» BRIEF
Across the records that follow, give the number of lines containing the word "Barnsdale" and nothing else.

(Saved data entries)

__________________________________________________

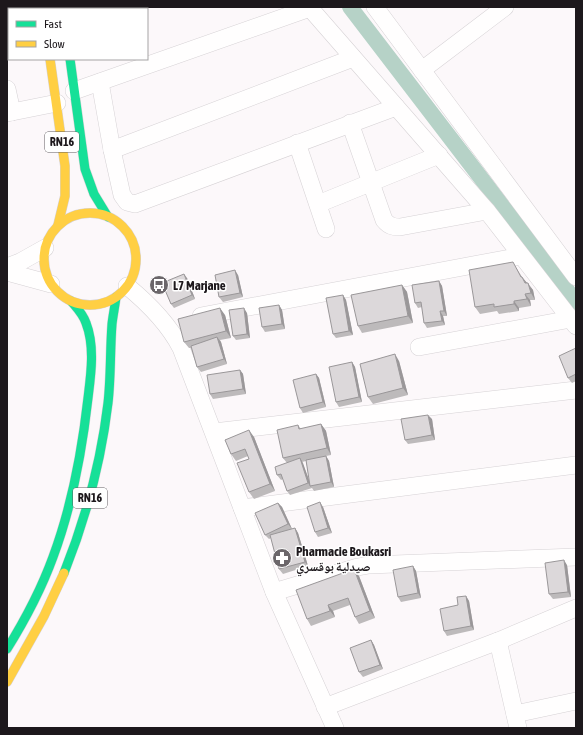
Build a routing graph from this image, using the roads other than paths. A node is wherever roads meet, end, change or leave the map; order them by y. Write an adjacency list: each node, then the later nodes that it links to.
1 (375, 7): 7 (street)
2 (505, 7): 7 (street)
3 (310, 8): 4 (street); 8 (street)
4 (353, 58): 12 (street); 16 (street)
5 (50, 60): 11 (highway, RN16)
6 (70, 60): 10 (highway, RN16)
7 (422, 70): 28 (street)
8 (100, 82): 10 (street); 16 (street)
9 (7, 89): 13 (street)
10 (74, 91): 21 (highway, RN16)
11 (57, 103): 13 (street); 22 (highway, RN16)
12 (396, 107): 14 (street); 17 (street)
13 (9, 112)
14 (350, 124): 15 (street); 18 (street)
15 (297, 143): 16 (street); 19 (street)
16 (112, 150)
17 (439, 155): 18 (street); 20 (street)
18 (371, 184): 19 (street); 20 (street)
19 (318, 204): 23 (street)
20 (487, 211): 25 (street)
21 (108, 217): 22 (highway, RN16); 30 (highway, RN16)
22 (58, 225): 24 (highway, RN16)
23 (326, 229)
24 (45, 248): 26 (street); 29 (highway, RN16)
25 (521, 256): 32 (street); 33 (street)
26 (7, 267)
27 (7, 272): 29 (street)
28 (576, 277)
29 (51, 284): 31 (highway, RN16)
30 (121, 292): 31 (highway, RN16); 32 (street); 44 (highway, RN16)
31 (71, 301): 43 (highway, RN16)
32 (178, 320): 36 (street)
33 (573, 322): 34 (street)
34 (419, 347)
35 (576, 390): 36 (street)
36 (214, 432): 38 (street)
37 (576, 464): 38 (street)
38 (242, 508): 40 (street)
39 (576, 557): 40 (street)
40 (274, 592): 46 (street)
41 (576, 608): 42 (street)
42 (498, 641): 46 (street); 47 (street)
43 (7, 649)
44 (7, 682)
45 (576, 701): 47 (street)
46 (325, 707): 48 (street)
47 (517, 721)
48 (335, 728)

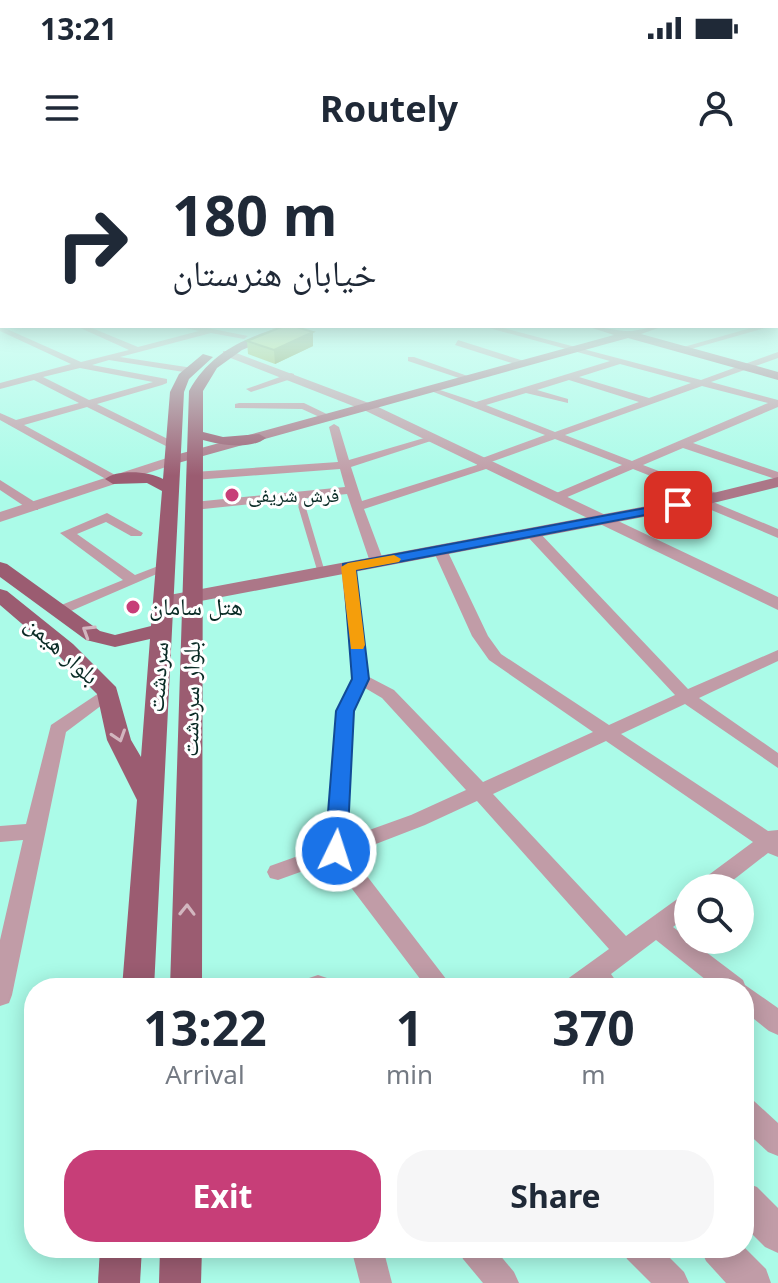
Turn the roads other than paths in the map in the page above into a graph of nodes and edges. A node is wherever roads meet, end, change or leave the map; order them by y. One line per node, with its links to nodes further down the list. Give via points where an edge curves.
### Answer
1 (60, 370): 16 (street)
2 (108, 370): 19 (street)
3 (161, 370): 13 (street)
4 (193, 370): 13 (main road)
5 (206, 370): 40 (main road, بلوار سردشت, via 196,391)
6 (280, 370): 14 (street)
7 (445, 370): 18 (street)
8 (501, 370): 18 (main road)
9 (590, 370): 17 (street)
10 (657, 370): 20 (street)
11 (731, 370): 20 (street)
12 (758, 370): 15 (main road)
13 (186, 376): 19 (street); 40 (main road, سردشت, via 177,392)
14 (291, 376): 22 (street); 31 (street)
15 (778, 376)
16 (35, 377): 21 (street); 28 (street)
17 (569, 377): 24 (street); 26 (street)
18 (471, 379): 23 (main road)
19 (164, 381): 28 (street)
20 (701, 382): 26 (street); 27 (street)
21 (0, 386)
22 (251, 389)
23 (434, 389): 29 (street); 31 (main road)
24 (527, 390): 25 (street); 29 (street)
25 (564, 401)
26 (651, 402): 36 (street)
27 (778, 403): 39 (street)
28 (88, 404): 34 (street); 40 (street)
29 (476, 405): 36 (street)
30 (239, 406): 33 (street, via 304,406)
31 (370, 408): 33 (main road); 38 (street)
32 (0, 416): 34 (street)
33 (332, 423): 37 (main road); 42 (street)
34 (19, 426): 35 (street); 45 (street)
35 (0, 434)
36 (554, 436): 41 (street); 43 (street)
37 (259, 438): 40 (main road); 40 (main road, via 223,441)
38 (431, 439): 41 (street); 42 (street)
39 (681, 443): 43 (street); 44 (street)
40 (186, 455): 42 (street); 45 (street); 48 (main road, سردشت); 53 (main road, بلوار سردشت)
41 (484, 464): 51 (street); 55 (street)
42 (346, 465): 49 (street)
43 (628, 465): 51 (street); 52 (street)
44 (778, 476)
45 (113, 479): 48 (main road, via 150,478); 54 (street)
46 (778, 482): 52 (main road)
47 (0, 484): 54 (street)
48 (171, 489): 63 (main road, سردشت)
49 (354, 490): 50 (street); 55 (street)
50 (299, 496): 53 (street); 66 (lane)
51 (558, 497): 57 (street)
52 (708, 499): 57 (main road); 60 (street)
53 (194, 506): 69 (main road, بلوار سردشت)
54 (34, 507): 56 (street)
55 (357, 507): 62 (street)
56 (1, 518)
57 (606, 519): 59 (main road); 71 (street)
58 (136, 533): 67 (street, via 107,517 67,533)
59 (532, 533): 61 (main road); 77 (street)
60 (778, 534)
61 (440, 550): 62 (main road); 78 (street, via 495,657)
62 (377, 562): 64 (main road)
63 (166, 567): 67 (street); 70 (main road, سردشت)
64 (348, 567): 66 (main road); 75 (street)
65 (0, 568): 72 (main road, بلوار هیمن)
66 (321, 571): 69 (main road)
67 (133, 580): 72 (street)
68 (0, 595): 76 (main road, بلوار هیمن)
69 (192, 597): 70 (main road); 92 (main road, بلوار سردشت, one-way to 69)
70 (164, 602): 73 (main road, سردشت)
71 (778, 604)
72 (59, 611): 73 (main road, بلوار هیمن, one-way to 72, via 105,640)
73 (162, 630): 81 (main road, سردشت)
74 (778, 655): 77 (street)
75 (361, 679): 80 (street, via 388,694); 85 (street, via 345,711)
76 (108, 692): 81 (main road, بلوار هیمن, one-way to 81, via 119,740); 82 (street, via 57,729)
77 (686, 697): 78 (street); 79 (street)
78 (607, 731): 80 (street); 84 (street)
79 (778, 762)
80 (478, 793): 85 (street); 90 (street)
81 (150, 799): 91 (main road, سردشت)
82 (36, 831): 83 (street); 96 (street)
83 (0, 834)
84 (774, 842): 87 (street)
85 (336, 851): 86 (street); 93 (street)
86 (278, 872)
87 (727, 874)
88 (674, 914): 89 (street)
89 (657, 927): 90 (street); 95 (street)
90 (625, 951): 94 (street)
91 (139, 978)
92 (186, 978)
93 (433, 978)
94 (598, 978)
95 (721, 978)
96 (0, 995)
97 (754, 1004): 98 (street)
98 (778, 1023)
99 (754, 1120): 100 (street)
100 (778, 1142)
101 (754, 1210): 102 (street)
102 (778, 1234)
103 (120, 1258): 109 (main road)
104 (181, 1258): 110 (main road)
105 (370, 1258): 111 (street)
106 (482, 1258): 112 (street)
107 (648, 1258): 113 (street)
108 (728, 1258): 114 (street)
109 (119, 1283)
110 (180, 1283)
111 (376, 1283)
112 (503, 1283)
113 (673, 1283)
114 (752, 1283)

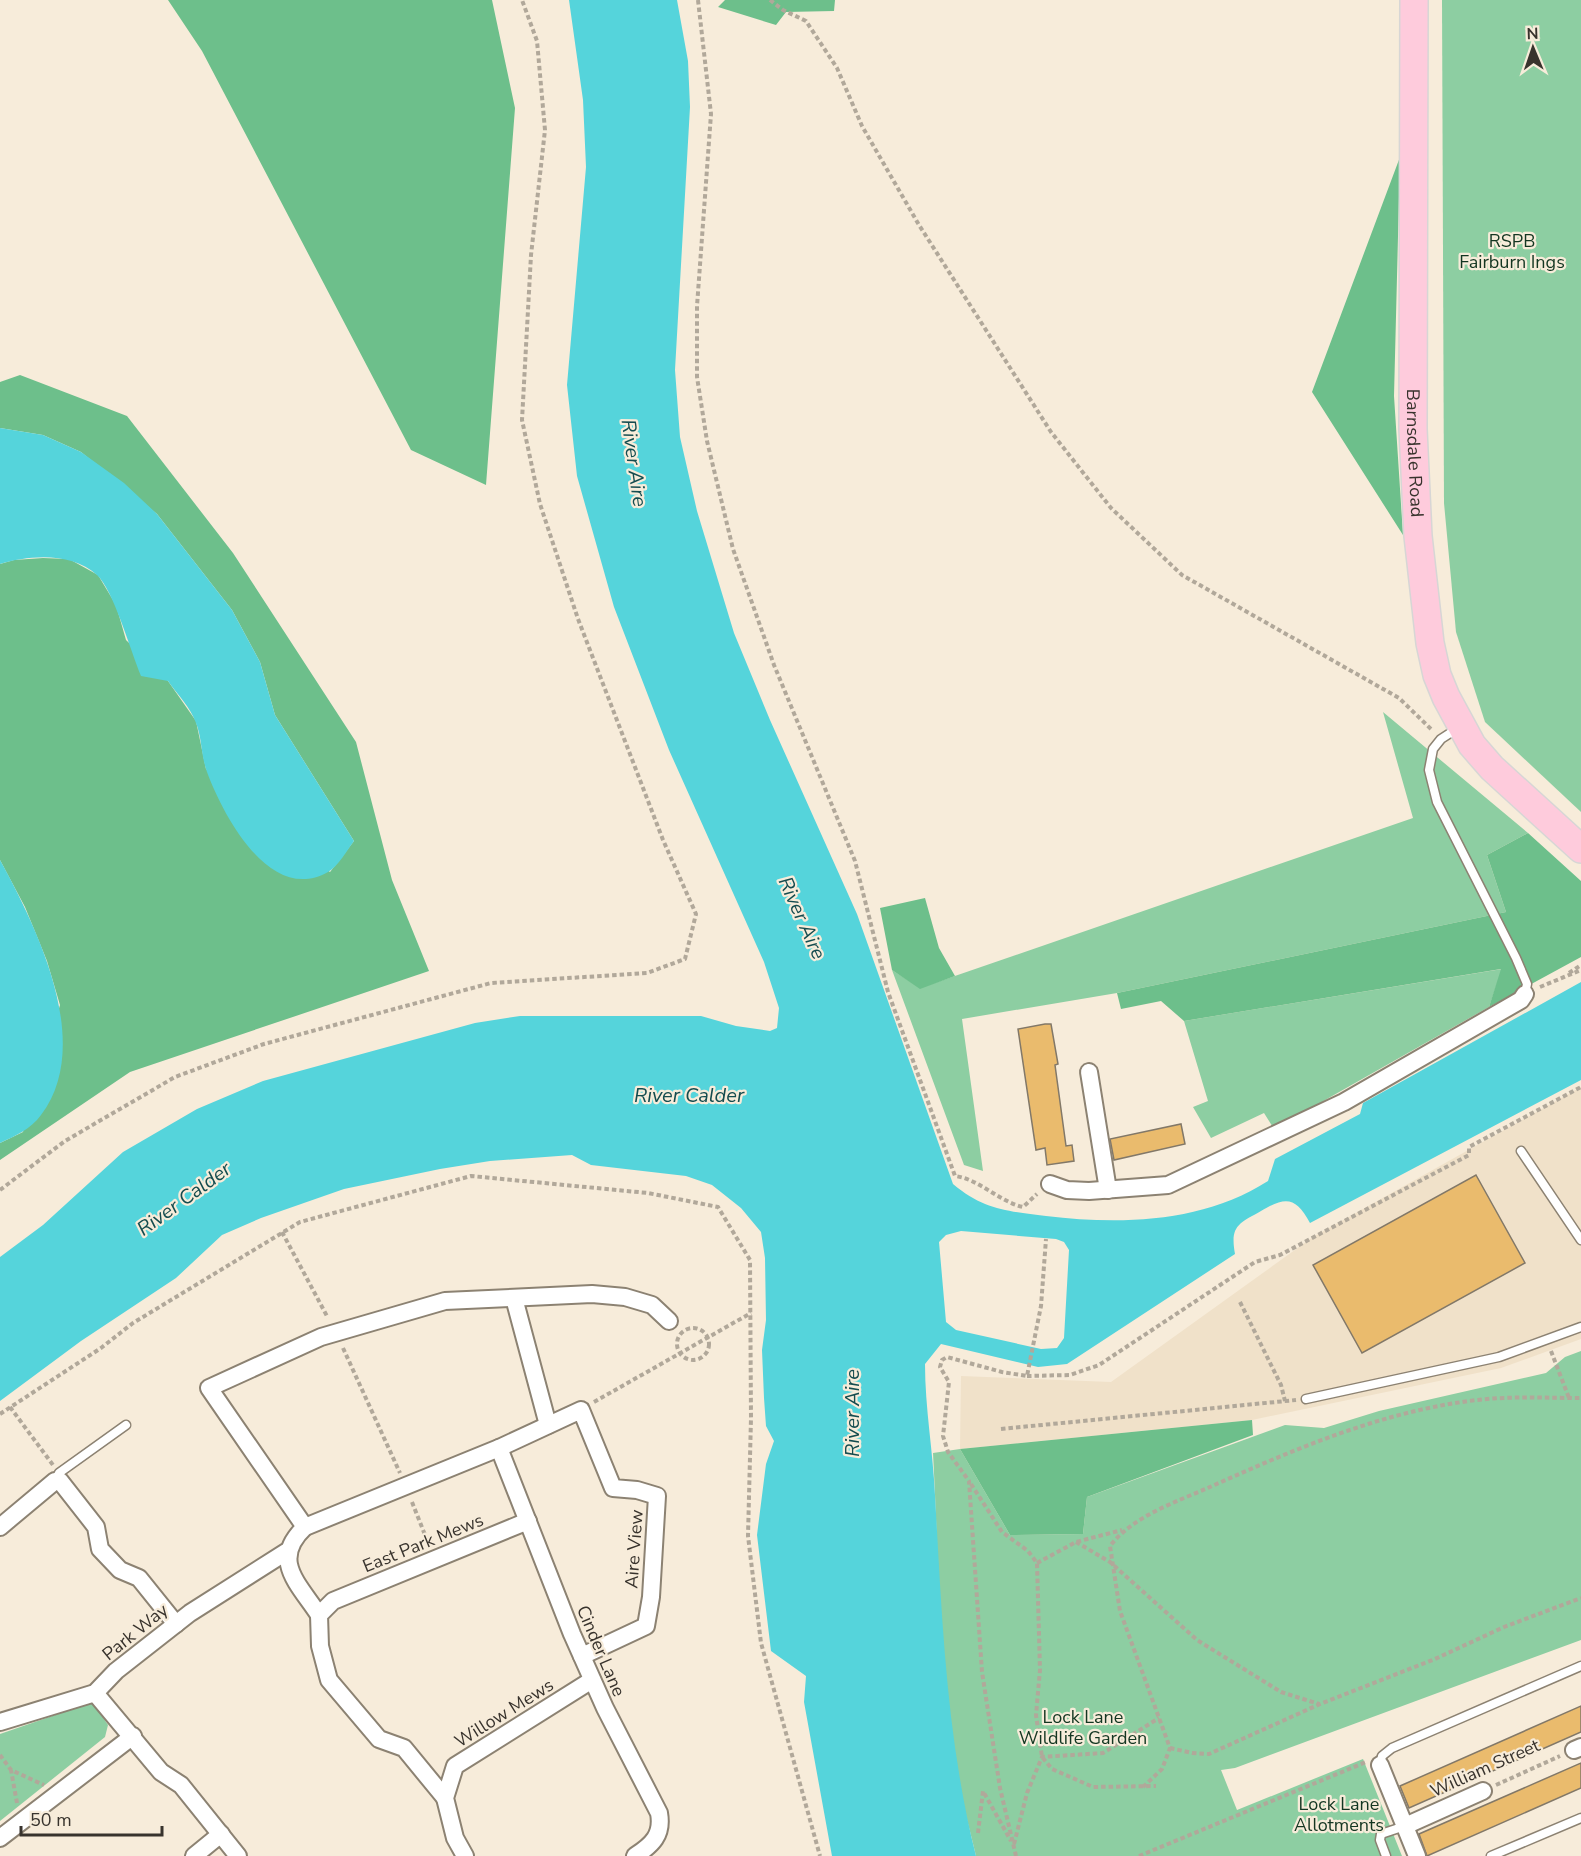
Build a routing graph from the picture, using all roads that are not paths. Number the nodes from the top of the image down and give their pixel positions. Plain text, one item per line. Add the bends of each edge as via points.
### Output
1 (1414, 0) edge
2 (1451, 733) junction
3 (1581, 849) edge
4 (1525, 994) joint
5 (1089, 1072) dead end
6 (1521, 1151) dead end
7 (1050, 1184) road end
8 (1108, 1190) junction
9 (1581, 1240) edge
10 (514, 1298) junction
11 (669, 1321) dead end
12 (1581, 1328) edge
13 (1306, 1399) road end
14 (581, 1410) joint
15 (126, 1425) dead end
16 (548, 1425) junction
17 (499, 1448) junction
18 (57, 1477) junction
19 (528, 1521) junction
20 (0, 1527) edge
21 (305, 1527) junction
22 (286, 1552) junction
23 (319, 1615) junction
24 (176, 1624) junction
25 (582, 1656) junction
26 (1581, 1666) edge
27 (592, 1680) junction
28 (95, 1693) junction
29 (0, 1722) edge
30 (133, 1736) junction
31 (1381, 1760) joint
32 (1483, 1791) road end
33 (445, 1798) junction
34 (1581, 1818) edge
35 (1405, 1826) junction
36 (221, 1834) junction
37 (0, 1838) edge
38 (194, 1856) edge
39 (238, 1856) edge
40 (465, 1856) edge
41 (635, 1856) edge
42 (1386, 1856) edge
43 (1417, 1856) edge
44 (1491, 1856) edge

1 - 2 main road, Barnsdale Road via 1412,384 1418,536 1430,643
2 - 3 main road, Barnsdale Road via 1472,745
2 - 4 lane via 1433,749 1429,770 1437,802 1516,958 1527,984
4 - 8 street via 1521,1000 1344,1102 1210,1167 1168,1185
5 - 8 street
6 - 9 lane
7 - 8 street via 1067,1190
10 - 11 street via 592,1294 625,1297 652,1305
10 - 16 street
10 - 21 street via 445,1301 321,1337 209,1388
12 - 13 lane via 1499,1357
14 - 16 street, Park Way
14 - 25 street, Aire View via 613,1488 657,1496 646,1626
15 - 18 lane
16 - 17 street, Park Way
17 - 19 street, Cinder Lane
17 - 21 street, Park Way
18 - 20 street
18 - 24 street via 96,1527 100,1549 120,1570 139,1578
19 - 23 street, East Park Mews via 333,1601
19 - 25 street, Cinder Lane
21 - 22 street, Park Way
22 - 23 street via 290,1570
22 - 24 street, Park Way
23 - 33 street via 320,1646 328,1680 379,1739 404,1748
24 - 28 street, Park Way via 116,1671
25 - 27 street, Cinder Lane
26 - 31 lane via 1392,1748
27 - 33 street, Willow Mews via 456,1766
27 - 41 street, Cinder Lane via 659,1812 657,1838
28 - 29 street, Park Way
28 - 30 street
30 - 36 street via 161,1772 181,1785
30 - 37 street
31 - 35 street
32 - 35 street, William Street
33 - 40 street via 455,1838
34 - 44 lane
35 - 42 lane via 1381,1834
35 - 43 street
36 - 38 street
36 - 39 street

__________________________________________________

» TASK SOLUTION
2